Produced by Charles Wells Revised 2017-07-03 Introduction to this website website TOC website index blog Back to head of sets chapter

This section describes certain common images and metaphors we have for sets – and their dangers.

You may want to lok at the section Images and metaphors in general.

The set $A:=\{3,5,6,7,8\}$ is a mathematical object.

- $A$ is
*one object*. It is not five different numbers. - Its defining property is that the numbers $3$, $5$, $6$, $7$ and $8$
are elements $A$ and
*nothing else*is an element of $A$. - $A$
*is not the same thing as its elements.*It is true that the integer $5$, for example, has a special relationship to $A$, namely it is one of the elements of $A$, but the set $A$ is an object that is*separate*from its elements.

The set $\mathrm{R}$ of all real numbers is a single math
object with unimaginably many
elements. You may think it impossibly hard to think of all the real numbers at once. But $\mathrm{R}$ is *just one math object.* You don’t have to think about
all the real numbers at once to think about $\mathrm{R}$, any more than
you have to think about all the molecules of water in the Pacific Ocean at once
to think about the Pacific Ocean.

A set is
one mathematical object:

not many, not a bunch, but one object.

When you visualize the set $\{3,5,6,7,8\}$, the image you
have may be the **notation** “$\{3,5,6,7,8\}$”. It is not
*entirely* bad to visualize the notation when you think of this set, but remember
that the notation has an *irrelevant
feature*, namely
the order in which the elements are written. The set $\{3,5,6,7,8\}$ is
the *same set* as the one denoted by $\{3,6,7,5,8\}$, but the notation $\{3,5,6,7,8\}$ is *not the same* as the notation $\{3,6,7,5,8\}$. So it is wrong to think that the notation *is*
the set.

Similarly, for real $x$, $\left\{ x|x\gt6 \right\}=\left\{ x|x\ge 6\text{ and }x\ne 6 \right\}$ even though the notation before the equals sign is different from the notation after it.

You have experienced this phenomenon since grade school.
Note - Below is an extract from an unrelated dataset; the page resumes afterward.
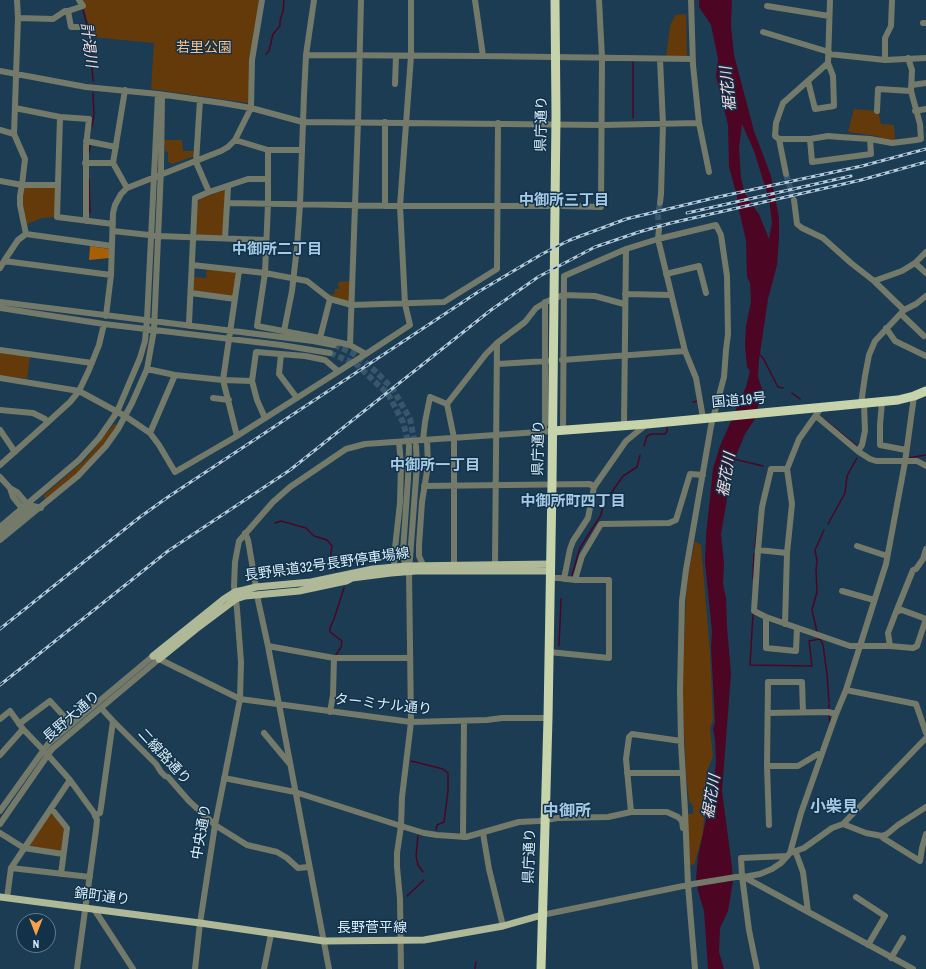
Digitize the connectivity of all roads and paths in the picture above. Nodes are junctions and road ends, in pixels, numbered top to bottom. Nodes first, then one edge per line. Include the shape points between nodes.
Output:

For example $3+5=2+6$, but "$3+5$" is not the same notation as "$2+6$".

The same set can be described by many different notations.

You can think of a set as a **container** that holds all its elements. This metaphor is good in some ways and bad
in others.

*Good:*Just like a set, a container is a single object, different from any of the things it contains. In fact, it is different from the whole bunch of things it contains.*Bad:*Consider the sets $A=\{3,5,6,7,8\}$ and $B$ the set of all odd integers. Then $3\in A$ and $3\in B$ and in fact $3\in A\cap B$. How can one thing be in three different containers?*Bad:*Using the sets $A$ and $B$ just defined, note that $6\in A$ and $A\in \left\{ A,B\mathrm{} \right\}$. ($\left\{ A,B\mathrm{} \right\}$ is the set whose only elements are the sets $A$ and $B$.) But $6\notin \left\{ A,B\mathrm{} \right\}$. This behavior is not at all the way we usually think of containers: If you have a dime in a coin purse and the coin purse is in your pocket, you would say that the dime is in your pocket.

Venn Diagrams
give a useful picture of relationships between a few sets portrayed as points inside a circle (or other closed curve). The circle is then a
**container** and the elements of the set are shown as points inside the circle.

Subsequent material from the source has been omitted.